Run control APIs are durable events, not in-memory flags:

{ok, Cancelled} = beamtrail:cancel_run(RunId, operator_cancel).
{ok, Parked} = beamtrail:park_run(RunId, maintenance).
{ok, Resumed} = beamtrail:resume_run(RunId).
{ok, requeued} = beamtrail:requeue_run(RunId, manual).
{ok, Signalled} = beamtrail:signal_run(RunId, approved,
                                       #{approved_by => <<"ops">>}).

cancel_run/2 writes a terminal workflow.cancelled event. park_run/2 writes workflow.parked and prevents dispatch and recovery from advancing the run. resume_run/1 clears the parked gate with workflow.resumed and dispatches through the supervised runner path. requeue_run/2 is a manual recovery trigger and refuses terminal or parked runs.
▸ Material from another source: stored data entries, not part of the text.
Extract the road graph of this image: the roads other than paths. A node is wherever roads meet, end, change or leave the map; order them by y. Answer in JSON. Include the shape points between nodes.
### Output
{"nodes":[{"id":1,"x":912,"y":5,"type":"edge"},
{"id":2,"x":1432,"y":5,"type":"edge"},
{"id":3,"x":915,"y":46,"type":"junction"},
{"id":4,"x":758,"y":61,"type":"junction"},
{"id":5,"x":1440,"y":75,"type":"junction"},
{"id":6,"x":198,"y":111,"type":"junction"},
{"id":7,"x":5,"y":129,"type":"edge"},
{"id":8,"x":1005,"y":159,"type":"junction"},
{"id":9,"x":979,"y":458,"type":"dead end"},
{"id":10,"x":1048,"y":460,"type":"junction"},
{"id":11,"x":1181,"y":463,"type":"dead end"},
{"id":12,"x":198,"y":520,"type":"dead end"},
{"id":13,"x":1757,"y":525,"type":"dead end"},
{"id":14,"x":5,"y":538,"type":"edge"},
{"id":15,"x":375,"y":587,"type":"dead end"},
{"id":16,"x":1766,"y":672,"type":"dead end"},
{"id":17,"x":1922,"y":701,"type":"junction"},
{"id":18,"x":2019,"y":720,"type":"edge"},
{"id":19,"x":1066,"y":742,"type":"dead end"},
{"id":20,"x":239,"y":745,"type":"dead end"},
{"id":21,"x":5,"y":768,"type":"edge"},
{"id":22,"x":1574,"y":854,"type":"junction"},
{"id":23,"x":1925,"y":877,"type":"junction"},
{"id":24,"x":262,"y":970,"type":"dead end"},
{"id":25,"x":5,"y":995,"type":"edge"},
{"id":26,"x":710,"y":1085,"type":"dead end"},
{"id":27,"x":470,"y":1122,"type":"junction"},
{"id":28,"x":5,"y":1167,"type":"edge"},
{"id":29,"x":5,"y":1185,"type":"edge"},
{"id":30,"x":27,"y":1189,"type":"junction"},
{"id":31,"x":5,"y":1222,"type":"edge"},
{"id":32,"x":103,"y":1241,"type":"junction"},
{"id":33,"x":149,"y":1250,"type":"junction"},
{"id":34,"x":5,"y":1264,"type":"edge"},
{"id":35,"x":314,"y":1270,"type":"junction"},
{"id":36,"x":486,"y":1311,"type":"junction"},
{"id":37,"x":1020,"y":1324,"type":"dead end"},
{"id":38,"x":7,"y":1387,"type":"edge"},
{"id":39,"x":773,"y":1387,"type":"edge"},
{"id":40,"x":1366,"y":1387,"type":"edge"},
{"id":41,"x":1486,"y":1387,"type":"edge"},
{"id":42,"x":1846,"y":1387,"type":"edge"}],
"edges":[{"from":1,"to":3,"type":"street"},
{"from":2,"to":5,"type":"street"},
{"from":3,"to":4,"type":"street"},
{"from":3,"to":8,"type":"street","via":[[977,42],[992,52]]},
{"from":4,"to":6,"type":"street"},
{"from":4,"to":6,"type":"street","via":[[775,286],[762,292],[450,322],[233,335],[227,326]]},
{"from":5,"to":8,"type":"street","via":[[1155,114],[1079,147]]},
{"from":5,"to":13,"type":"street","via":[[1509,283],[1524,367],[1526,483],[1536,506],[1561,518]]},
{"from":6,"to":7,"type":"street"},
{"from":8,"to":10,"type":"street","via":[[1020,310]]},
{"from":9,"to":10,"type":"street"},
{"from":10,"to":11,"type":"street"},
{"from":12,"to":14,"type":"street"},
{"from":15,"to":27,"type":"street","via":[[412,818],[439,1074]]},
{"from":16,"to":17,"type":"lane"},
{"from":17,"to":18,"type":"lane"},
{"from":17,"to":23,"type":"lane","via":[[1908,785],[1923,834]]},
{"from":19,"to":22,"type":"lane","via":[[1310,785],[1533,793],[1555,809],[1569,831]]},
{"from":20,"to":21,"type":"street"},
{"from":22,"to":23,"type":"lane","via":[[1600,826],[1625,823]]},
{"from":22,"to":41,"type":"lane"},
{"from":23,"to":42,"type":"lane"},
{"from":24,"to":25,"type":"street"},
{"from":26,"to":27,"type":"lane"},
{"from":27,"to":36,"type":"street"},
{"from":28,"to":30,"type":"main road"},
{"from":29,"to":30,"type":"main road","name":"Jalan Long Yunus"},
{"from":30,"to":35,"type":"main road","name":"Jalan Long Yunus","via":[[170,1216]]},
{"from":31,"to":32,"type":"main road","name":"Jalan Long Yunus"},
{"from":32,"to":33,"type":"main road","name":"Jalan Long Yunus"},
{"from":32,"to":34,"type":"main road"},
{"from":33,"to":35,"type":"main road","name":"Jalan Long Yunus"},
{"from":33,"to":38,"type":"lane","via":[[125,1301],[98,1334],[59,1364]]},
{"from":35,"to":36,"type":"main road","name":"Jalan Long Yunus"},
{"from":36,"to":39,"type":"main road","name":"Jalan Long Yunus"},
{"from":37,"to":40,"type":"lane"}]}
Control calls first target a live active runner on the local BEAM node. If there is no local runner, they acquire the storage lease and append directly. They do not force-control a live runner on another node; in that case fencing and lease expiry remain the handoff boundary.

Signals are external durable input events. signal_run/3 appends signal.received without taking over an executing attempt, then asks the supervised runner path to continue the run. Decider workflows can return {wait, Reason} to append workflow.waiting; a waiting runner releases its lease so a later signal can wake the run immediately.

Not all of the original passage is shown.